Your goal -
Please filter the listing for the string "Claremont" and copy each matching line.

Exercise materials -
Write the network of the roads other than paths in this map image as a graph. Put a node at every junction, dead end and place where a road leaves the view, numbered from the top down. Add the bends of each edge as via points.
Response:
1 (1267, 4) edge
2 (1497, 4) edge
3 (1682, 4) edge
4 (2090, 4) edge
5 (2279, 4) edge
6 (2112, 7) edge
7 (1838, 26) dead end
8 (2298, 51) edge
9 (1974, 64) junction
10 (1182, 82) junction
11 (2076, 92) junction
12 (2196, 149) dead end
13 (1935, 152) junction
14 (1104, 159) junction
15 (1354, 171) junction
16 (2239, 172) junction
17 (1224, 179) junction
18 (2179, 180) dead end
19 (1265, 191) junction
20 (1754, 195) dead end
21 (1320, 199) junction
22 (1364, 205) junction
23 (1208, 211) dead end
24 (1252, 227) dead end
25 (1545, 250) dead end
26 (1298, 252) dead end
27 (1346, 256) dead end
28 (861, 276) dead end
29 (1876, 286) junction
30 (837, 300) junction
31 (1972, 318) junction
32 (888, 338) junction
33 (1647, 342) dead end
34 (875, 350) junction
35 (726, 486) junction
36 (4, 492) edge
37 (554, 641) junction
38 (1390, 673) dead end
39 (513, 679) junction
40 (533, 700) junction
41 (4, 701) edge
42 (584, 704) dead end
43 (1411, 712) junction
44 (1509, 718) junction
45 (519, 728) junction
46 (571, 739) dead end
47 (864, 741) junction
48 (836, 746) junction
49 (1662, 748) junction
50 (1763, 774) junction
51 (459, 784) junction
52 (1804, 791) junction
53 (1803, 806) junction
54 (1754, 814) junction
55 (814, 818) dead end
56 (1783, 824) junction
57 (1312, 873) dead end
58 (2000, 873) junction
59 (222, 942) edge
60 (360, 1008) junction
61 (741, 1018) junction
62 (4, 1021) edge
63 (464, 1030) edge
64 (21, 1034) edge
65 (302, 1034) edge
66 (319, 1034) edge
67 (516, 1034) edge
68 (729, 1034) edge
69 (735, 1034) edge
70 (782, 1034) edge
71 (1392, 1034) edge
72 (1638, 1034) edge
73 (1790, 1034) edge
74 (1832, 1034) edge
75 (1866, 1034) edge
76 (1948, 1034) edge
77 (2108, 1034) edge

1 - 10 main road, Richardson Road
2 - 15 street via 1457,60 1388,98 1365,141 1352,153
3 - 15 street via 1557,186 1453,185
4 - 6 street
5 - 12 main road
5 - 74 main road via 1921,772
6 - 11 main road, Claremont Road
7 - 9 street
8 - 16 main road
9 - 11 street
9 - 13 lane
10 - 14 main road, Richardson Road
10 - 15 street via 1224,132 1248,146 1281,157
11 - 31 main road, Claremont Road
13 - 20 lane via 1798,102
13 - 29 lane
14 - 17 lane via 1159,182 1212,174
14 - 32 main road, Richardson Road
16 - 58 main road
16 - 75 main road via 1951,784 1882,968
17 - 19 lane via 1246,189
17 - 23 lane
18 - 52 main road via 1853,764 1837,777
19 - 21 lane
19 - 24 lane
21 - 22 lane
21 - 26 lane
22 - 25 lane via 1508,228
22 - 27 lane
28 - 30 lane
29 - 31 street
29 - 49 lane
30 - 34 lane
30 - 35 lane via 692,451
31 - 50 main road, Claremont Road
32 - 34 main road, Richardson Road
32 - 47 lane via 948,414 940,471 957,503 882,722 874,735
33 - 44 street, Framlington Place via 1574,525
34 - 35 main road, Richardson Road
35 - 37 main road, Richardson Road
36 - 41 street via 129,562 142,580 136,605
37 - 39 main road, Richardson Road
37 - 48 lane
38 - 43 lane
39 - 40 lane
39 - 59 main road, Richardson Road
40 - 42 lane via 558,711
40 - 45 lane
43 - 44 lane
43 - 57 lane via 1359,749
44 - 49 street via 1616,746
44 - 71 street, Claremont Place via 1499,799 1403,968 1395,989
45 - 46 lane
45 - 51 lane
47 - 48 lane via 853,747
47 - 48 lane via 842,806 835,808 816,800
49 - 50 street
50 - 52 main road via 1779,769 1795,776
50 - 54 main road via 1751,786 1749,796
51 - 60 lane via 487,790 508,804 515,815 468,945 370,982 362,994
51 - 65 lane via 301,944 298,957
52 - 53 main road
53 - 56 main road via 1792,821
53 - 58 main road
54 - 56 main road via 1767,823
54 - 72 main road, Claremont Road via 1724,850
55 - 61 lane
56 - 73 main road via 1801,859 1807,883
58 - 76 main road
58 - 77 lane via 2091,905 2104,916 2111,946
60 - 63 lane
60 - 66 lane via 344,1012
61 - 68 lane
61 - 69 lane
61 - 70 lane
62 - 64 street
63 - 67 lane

Answer box -
6 - 11 main road, Claremont Road
11 - 31 main road, Claremont Road
31 - 50 main road, Claremont Road
44 - 71 street, Claremont Place via 1499,799 1403,968 1395,989
54 - 72 main road, Claremont Road via 1724,850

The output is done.